Si certains d'entre nous ont par chance conservé le nom de Larry Peerce dans un coin de leur tête, c'est probablement aux détours de souvenirs d'enfance passés devant le petit écran. Car de Batman au Frelon Vert en passant par les cultissimes Mystères de l'Ouest, c'est pour la télévision que son nom apparaît surtout. Pourtant, bien avant les onomatopées criardes de l'homme chauve-souris ou les pantalons moulants de James West, Peerce réalise, dès 1964, Le Procès de Julie Richards. Un premier film très engagé, qui met en scène l'histoire d'un couple composé d'une femme blanche et d'une homme noir. Et qui sort en pleine actualité brûlante, entre le meurtre de trois militants pour les droits civiques des minorités par des sympathisants du KKK et l'adoption d'une loi abrogeant la ségrégation raciale dans plusieurs Etats du sud. Un pari risqué (notons au passage que le Code Hays était encore en vigueur!) pour un jeune cinéaste qui à l'époque ne travaille encore que pour la télévision mais qui va mener sa barque à bon port, jusqu'au bout, en profitant par exemple de rues désertes pour filmer l'amour interdit de ses deux personnages principaux. Et comme si cela ne suffisait pas, le scénario va rajouter entre eux une enfant.
Car lorsque Julie (Barbara Barrie, d'une incroyable justesse) rencontre Frank (Bernie Hamilton, le futur chef teigneux de Starsky & Hutch), celle-ci est déjà mère de la petite Hellen Mary. De quoi rajouter un peu plus de complexité à un amour déjà bien contrarié. D'autant que le père de cette dernière, un goujat qui n'hésita pas à quitter sa jeune épouse enceinte, profite de ce moment pour faire son grand retour dans sa vie. Evidemment, il va voir d'un très mauvais œil la nouvelle fréquentation de son ex femme et tout faire pour extraire sa fille d'une vie de famille qu'il juge non conforme à sa vision des choses.
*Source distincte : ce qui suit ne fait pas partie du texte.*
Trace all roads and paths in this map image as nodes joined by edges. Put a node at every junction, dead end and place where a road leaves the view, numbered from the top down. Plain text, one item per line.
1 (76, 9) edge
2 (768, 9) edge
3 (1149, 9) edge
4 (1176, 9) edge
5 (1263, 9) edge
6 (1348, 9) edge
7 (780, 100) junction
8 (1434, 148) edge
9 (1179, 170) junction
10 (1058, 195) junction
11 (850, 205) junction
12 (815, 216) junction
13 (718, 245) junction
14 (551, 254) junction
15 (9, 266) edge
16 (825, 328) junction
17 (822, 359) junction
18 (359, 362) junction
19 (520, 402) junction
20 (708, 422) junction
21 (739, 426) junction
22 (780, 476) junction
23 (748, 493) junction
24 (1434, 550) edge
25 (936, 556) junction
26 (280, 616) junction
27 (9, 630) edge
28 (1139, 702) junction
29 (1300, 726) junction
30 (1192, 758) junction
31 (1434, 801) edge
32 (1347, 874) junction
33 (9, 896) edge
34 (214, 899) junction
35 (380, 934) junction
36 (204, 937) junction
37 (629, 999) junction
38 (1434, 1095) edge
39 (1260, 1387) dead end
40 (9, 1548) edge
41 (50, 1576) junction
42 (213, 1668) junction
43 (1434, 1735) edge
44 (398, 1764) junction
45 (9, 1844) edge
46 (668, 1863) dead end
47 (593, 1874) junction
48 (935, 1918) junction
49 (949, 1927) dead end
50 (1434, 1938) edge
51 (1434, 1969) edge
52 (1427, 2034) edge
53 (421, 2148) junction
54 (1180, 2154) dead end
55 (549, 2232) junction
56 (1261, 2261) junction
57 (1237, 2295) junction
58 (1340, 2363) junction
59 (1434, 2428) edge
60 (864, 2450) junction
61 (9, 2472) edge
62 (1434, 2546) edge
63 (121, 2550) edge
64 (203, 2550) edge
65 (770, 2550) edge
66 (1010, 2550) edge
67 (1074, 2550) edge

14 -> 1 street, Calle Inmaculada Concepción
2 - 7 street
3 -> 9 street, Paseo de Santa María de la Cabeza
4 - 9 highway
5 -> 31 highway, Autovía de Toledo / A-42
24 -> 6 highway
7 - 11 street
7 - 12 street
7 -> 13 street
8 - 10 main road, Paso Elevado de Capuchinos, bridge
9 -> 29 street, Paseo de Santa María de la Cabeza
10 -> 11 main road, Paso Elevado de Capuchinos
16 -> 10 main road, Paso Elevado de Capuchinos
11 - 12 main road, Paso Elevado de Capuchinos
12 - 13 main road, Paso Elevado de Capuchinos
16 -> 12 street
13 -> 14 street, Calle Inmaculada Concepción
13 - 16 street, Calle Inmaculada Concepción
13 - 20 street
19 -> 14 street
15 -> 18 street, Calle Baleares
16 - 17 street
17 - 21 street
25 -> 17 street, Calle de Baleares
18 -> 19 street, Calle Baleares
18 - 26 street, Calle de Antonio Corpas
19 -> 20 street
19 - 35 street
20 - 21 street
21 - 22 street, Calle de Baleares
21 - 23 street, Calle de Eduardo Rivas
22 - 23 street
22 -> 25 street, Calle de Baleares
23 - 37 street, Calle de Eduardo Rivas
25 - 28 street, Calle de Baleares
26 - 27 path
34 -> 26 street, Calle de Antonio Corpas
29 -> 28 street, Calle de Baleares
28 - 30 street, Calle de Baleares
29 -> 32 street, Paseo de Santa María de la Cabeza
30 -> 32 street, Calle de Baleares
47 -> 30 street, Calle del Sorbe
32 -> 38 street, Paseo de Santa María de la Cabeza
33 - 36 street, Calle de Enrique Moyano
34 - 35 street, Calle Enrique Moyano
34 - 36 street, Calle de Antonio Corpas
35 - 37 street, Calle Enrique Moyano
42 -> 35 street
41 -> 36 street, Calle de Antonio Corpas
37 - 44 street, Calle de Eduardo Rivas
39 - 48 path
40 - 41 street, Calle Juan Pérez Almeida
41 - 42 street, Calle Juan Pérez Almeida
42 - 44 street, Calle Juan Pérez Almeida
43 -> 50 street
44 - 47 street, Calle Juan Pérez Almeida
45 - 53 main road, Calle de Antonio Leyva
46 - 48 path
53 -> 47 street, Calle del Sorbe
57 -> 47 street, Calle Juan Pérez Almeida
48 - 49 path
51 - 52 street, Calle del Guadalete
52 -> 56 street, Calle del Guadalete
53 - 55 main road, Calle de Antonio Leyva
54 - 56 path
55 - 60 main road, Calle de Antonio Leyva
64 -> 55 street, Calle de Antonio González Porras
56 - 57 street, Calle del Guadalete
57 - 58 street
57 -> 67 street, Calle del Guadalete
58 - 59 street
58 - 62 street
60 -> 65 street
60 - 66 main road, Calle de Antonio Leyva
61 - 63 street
Le Procès de Julie Richards va donc bien plus loin que sa problématique raciale. En faisant une description très détaillée de la vie de son héroïne (difficultés financières qui la forcent à vivre chez sa belle famille - qui commence par la rejeter !, regard d'une société jugeante, choix cornélien imposé...) le scénario vise clairement la condition féminine de cette époque. Derrière sa caméra, Larry Peerce pourrait forcer le trait mais se contente de filmer ses comédiens au plus près et avec la plus grande simplicité. A quelques plans près, très travaillés, comme celui où l'aigle américain prend l'allure d'une menace fondant littéralement sur les deux amoureux. De son côté, Gerald Fried opte pour un score tout en légèreté, qui prend même des allures de balade enfantine (le titre original One Potato, Two Potato fait allusion à une chanson pour enfant) loin des notes lourdes et dramatiques qu'on serait en droit d'attendre. Un choix aussi déstabilisant que génial au vu du drame qui se joue et se terminera sur la pire des conclusions pour son héroïne.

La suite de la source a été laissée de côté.